3 of the variables I want to use stand out (equity, total assets, and revenue), see below for picture of their boxplots.


I first thought I might be dealing with outliers, however if I applied both removing outliers with a command in R I just had 30 000 observations left. I also tried to put a cap and a floor on the data for values that were 1.5 times the interquartile range, but it too gave questionable results. I checked for skewness, and got 106 for equity.

Aside from logtransformations, what other possible ways are there to deal with this? I am relatively new to R, and there are so many packages that it's easy to get lost sometimes, but answers don't have to involve R, but if you have packages that can make these datacleaning parts easier it's a plus.
 

Attachments

Last edited:

obh

Active Member
#2
Hi Aite,

You should "deal" with outliers only if you can identify mistakes. (experiment mistakes, human error, measurement mistakes)

Example: the teacher measured the kids in class (cm): 120, 133, 111, 109, 141, 741, 122
clearly you should remove or measure again the 741.

If you remove valid outliers you damage your data!
 
#3
Don't know as I've ever seen a skew of 106 in real data -- cool! (Until you have to analyze it).

I gather a log transform didn't work.

People sometimes convert data like this into quarters or fifths.

In some cases a dichotomy makes sense, *if* there is a logical cutpoint. You might argue that for purposes of predicting who buys a fancy yacht, all values of $500,000 and above are equal, and cut it there. Done right this can be helpful (because you eliminate a lot of useless variation). Arbitrary dichotomies cost a lot of power however.

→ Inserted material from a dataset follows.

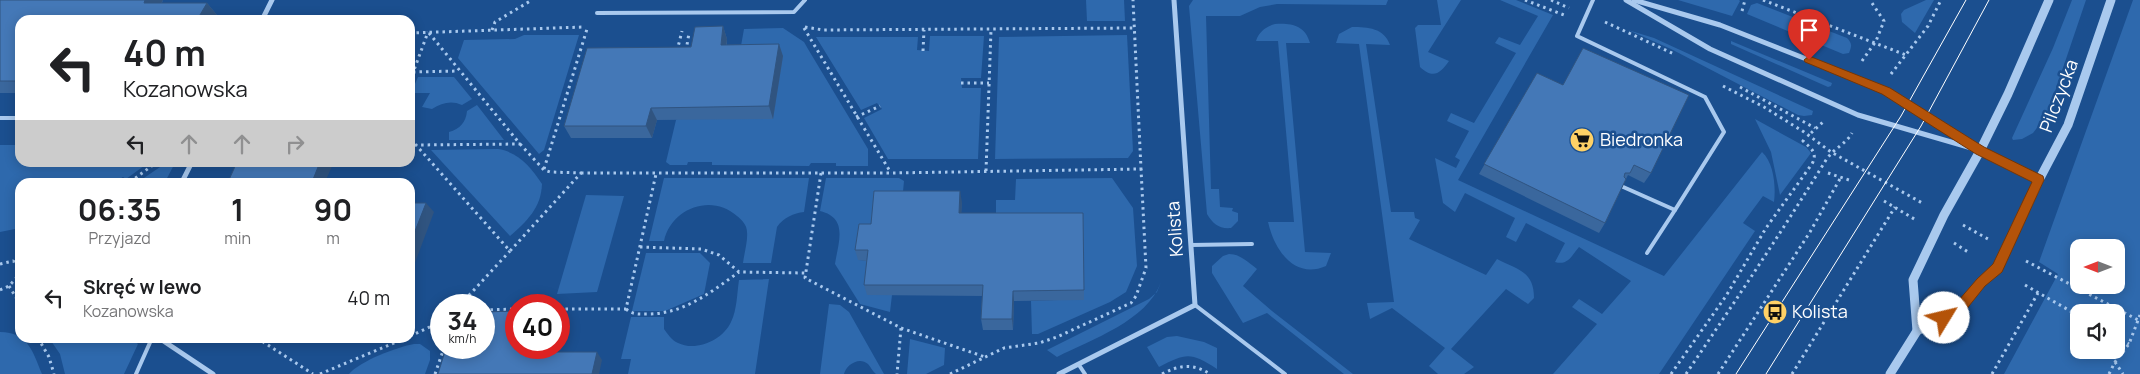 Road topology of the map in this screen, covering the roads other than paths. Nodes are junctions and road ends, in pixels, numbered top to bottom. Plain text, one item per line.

I think OBH may have overstated the case against outlier control. I think that it is OK to do an analysis without non-error outliers, as long as you clearly state that you are doing that. Like OBH, I normally much prefer to keep them in and either do a nonparametric test or some other approach. But once in a while, especially with small sample sizes, being able to see what would happen if that one odd value was removed is helpful. But your report MUST say that you did that.

You don't have true outliers -- you just have an exponential or other very non-normal distribution. So I wouldn't remove any values. And with those kinds of extremes, trimmed means and such won't help much.

So consider dividing the data into quarters or fifths.